Utiliza-se o método de seleção entre e dentro de progênies de meios-irmãos por sua eficiência na obtenção de progressos mais rápidos e pela possibilidade de realização de um ciclo por ano. A análise dos dados do teste de progênie permite estimar a variância genética aditiva na população base e, em conseqüência, verificar quais as chances de êxito na seleção e quais alterações podem ocorrer na variabilidade genética, no desenvolvimento de sucessivos ciclos de seleção.

A eficiência desse método de seleção tem sido comprovada em diversos trabalhos (Paterniani, 1967, 1968; Webel & Lonnquist, 1967; Carvalho et al. 2000c, 2000d), quanto às magnitudes dos parâmetros genéticos, especialmente, a variância genética aditiva e os ganhos esperados por seleção para a produtividade de grãos. Assim, Ramalho (1977), em um levantamento realizado no Brasil até o ano de 1976, envolvendo trinta trabalhos, relatou um valor médio para a variância genética aditiva de 320,0 (g/planta)2, com intervalo de variação de 41,0 a 758,0 (g/planta)2, e enfatizou ser esta a parte herdável da variância genética e a única aproveitável na seleção. Miranda Filho (1985) e Vencovsky (1988), citados por Packer (1998), relataram valores médios para essa variância de 306,0 (g/planta)2 em 45 populações brasileiras e, 309,0 (g/planta)2 em 58 populações brasileiras, respectivamente. Hallauer & Miranda Filho (1988) mostraram um valor médio de 469,0 (g/planta)2, em 99 populações norte-americanas. A maioria dessas estimativas foi obtida em um só local, sofrendo influências da interação progênies x locais. No Nordeste brasileiro, onde várias populações têm sido submetidas a diversos ciclos de seleção entre e dentro de progênies de meios-irmãos, as estimativas da variância genética aditiva obtidas nos locais de cultivo têm sido mais expressivas, a exemplo daquelas encontradas nos ciclos original [2.583,2 (g/planta)2], I [1.539,6 (g/planta)2] e II [1.119,2 (g/planta)2] com progênies da variedade BR 5033 (Carvalho et al., 2000d) e, nos ciclos VI [854,0 (g/planta)2] e VII [865,0 (g/planta)2] com progênies da variedade Sertanejo (Carvalho et al., 2000c). Valores menos expressivos, encontrados na média de dois locais, foram registrados nos ciclos VIII [188,0 (g/planta)2] e X [171,0 (g/planta)2] com progênies da variedade Sertanejo (Carvalho et al., 2000c); nos III [42,1 (g/planta)2] e [34,0 (g/planta)2], com progênies dos ciclos I [133,2 (g/planta)2] e II [134,8 (g/planta)2], da população CMS 52 (Carvalho et al., 2000b) e com progênies do ciclo I [103,38 (g/planta)2 ], da população CMS 453 (Carvalho et al., 2000a).

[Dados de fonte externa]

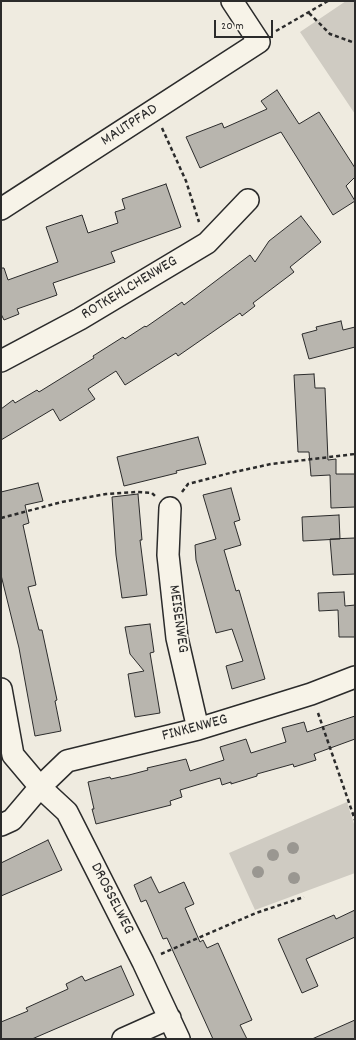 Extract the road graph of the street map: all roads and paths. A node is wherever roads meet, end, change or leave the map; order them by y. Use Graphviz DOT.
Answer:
graph roads {
  1 [pos="232,1"];
  2 [pos="328,1"];
  3 [pos="309,13"];
  4 [pos="259,42"];
  5 [pos="355,43"];
  6 [pos="154,110"];
  7 [pos="248,200"];
  8 [pos="1,209"];
  9 [pos="207,243"];
  10 [pos="1,361"];
  11 [pos="355,454"];
  12 [pos="170,508"];
  13 [pos="1,518"];
  14 [pos="355,677"];
  15 [pos="1,689"];
  16 [pos="311,694"];
  17 [pos="198,729"];
  18 [pos="40,787"];
  19 [pos="355,820"];
  20 [pos="1,825"];
  21 [pos="304,897"];
  22 [pos="143,962"];
  23 [pos="170,1018"];
  24 [pos="123,1039"];
  25 [pos="179,1039"];
  1 -- 4 [label="street"];
  2 -- 3 [label="path"];
  3 -- 4 [label="path"];
  3 -- 5 [label="path"];
  4 -- 6 [label="street, MAUTPFAD"];
  6 -- 8 [label="street, MAUTPFAD"];
  6 -- 9 [label="path"];
  7 -- 9 [label="street, ROTKEHLCHENWEG"];
  9 -- 10 [label="street, ROTKEHLCHENWEG"];
  11 -- 12 [label="path"];
  12 -- 13 [label="path"];
  12 -- 17 [label="street, MEISENWEG"];
  14 -- 16 [label="street, FINKENWEG"];
  15 -- 18 [label="street, DROSSELWEG"];
  16 -- 17 [label="street, FINKENWEG"];
  16 -- 19 [label="path"];
  17 -- 18 [label="street, FINKENWEG"];
  18 -- 20 [label="street, FINKENWEG"];
  18 -- 22 [label="street, DROSSELWEG"];
  21 -- 22 [label="path"];
  22 -- 23 [label="street, DROSSELWEG"];
  23 -- 24 [label="street"];
  23 -- 25 [label="street, DROSSELWEG"];
}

O objetivo deste trabalho foi obter estimativas de parâmetros genéticos na população de milho CPATC-3, em dois locais de Sergipe, a fim de verificar o comportamento da variabilidade genética em relação à característica peso de espigas e à eficiência do método de seleção entre e dentro de progênies de meios-irmãos.

Material e Métodos

No ano agrícola de 1998, a variedade de milho BR 5011 Sertanejo, de ciclo semitardio e porte normal foi cruzada com a variedade BR 5028 São Francisco, de ciclo precoce e porte baixo de planta e de inserção da primeira espiga. Desse cruzamento resultou a geração F1 que recebeu a denominação de CPATC-3 e tem a maioria das características mais semelhantes à variedade BR 5011 Sertanejo. É um material mais heterogêneo do que qualquer um dos pais, fato que o torna mais adequado para a seleção. Nesse mesmo ano agrícola, foi praticado um ciclo de seleção massal simples nessa população, em que foram obtidas 196 progênies de meios-irmãos, com base em boas características agronômicas de altura de planta e de espiga, resistência ao acamamento e quebramento do colmo, prolificidade, empalhamento, tipo e coloração de grãos e disposição das fileiras na espiga. A seguir, foram realizados três ciclos de seleção entre e dentro de progênies de meios-irmãos, no decorrer dos anos agrícolas de 1999 (ciclo original), 2000 (ciclo I) e 2001 (ciclo II), nos municípios de Nossa Senhora das Dores e Neópolis, no Estado de Sergipe.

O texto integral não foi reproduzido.